Daily Telegraph: Shell's lies over reserves spark FSA investigation
By Caroline Muspratt (Filed: 24/04/2004)
The Financial Services Authority has launched a formal investigation into the disgraced oil giant Shell after it emerged this week that former executives had lied about the company's oil and gas reserves for years.
It said it has been conducting inquiries "for some weeks" and has been gathering and analysing documentary evidence. It is formally investigating "various issues surrounding recent announcements" made by the company.
A spokesman for the FSA said the investigation had begun "when the story broke in the press" and that Shell bosses were co-operating fully.
The oil company first announced a cut in its reserves in January, claiming to have overestimated its proven reserves by 20pc or 3.9billion barrels. This week it said this had grown to 4.35billion barrels, or 22pc.
A spokesman for Shell said yesterday: "We continue to co-operate with the FSA to assist them in concluding their inquiry expeditiously."
An internal report earlier this week revealed that former executives had been aware of the true state of the company's reserves for two years. The report, by US law firm Davis Polk and Wardwell, detailed a damaging series of e-mails and memos between sacked head of exploration Walter van de Vijver and former chief executive Sir Philip Watts.

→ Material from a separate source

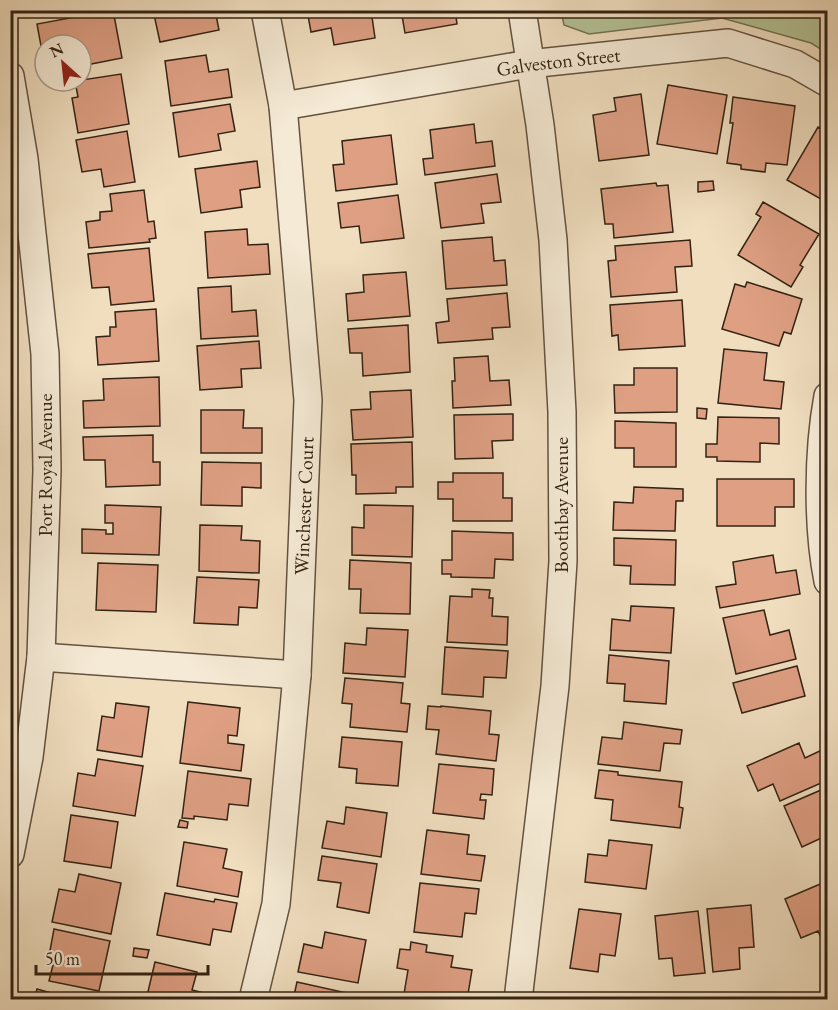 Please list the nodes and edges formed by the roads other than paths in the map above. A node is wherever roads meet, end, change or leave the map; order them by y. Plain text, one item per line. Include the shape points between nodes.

In one, dating as far back as September 2002, Mr van de Vijver told the committee of managing directors: "Given the external visibility of our issues . . . the market can only be 'fooled' if 1) credibility of the company is high, 2) medium and long-term portfolio refreshment is real and/or 3) positive trends can be shown on key indicators."
The FSA's remit covers listing rules and the market abuse regime and it can prosecute over misleading statements and practices. Under the Financial Services and Markets Act 2000, individuals can face up to seven years in prison and a fine for making a statement, promise or forecast known to be misleading.
The FSA is likely to scrutinise further correspondence between Shell bosses which admit "lying" about the state of the company's reserves.
In November 2003 Mr van de Vijver wrote to Sir Philip: "I am becoming sick and tired about lying about the extent of our reserves." In February that year he admitted the company had been "promising that future reserves additions are expected in 2003 . . . whilst we know that there is some real uncertainty around this."
The Securities and Exchange Commission, the US regulator, and the US Justice Department have also begun investigations. The FSA said it has been "in close contact with the relevant overseas regulators throughout".